> _Source information_
::::::

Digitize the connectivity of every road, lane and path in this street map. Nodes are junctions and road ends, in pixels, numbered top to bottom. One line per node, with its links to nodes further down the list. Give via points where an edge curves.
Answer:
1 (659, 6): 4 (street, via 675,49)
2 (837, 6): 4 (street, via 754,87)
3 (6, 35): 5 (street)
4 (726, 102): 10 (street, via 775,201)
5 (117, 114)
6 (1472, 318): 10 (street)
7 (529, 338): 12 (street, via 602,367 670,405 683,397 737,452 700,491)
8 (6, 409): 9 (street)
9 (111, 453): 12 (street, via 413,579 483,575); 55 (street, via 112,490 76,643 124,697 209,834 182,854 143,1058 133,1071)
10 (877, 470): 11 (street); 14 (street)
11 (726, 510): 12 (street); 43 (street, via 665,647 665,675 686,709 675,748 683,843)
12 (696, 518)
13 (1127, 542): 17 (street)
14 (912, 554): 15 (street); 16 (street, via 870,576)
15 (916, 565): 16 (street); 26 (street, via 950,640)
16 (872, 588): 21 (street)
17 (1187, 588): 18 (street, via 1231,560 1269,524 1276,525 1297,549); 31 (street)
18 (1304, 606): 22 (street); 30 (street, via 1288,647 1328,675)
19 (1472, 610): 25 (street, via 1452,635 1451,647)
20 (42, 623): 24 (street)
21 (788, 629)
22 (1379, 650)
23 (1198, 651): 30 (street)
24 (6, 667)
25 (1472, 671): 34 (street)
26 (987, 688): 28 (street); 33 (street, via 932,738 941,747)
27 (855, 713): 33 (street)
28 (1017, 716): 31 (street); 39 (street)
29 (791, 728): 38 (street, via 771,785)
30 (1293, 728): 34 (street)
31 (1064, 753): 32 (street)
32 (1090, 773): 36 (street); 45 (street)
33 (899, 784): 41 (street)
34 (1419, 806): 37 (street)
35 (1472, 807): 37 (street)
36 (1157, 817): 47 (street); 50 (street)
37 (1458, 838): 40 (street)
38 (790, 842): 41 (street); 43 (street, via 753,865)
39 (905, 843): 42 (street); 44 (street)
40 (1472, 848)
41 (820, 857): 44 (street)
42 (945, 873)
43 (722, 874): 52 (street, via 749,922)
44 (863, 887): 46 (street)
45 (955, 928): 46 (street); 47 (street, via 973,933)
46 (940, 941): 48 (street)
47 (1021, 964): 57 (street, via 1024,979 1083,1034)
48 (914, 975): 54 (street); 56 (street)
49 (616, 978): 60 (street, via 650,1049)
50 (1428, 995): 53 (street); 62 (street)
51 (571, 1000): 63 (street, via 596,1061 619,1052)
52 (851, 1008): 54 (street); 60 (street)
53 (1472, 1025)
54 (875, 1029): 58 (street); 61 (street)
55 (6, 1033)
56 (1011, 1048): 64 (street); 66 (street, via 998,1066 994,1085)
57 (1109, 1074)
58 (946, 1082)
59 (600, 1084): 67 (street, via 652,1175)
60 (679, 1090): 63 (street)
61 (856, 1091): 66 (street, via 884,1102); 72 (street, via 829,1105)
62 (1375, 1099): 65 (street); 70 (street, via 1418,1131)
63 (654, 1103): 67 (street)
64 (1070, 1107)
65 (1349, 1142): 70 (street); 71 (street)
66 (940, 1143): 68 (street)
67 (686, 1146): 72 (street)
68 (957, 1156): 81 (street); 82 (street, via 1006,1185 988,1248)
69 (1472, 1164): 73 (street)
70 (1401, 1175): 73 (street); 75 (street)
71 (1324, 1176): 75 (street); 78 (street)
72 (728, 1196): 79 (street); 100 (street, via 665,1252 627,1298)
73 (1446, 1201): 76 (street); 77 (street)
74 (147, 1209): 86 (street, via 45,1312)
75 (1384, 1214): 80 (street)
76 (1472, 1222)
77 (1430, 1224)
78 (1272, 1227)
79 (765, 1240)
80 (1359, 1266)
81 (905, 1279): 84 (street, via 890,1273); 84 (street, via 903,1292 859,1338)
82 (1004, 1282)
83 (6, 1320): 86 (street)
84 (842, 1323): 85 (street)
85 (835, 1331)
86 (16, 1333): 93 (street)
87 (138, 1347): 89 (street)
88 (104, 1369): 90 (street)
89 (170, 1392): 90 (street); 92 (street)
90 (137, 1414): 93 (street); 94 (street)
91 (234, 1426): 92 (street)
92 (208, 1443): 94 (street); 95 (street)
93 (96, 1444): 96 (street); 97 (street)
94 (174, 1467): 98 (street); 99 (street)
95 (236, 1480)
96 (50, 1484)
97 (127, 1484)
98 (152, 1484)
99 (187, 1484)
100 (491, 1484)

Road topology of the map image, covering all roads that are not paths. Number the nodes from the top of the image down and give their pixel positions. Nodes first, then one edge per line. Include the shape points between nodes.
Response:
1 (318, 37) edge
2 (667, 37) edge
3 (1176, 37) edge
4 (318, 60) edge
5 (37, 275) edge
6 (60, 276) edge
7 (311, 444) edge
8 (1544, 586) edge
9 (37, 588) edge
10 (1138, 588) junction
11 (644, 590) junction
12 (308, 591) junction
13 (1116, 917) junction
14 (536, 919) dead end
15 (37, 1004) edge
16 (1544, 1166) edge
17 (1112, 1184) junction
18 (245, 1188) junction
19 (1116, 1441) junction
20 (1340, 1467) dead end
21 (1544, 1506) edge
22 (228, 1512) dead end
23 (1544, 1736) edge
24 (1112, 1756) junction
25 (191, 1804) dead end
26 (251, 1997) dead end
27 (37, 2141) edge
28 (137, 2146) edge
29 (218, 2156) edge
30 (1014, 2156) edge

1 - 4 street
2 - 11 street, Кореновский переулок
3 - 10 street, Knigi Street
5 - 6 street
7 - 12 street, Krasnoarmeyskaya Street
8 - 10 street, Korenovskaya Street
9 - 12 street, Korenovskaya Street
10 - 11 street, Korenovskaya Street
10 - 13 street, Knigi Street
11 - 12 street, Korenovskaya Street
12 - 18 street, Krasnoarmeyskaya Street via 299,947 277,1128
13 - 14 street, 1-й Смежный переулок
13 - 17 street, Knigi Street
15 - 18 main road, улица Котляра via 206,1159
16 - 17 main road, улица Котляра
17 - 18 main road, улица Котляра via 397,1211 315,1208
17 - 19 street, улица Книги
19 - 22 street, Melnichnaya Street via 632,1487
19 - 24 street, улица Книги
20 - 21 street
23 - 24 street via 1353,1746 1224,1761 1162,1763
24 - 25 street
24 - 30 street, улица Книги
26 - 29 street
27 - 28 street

::::::

Wherever the word "Korenovskaya" appears in the entries above, copy that whole line.

8 - 10 street, Korenovskaya Street
9 - 12 street, Korenovskaya Street
10 - 11 street, Korenovskaya Street
11 - 12 street, Korenovskaya Street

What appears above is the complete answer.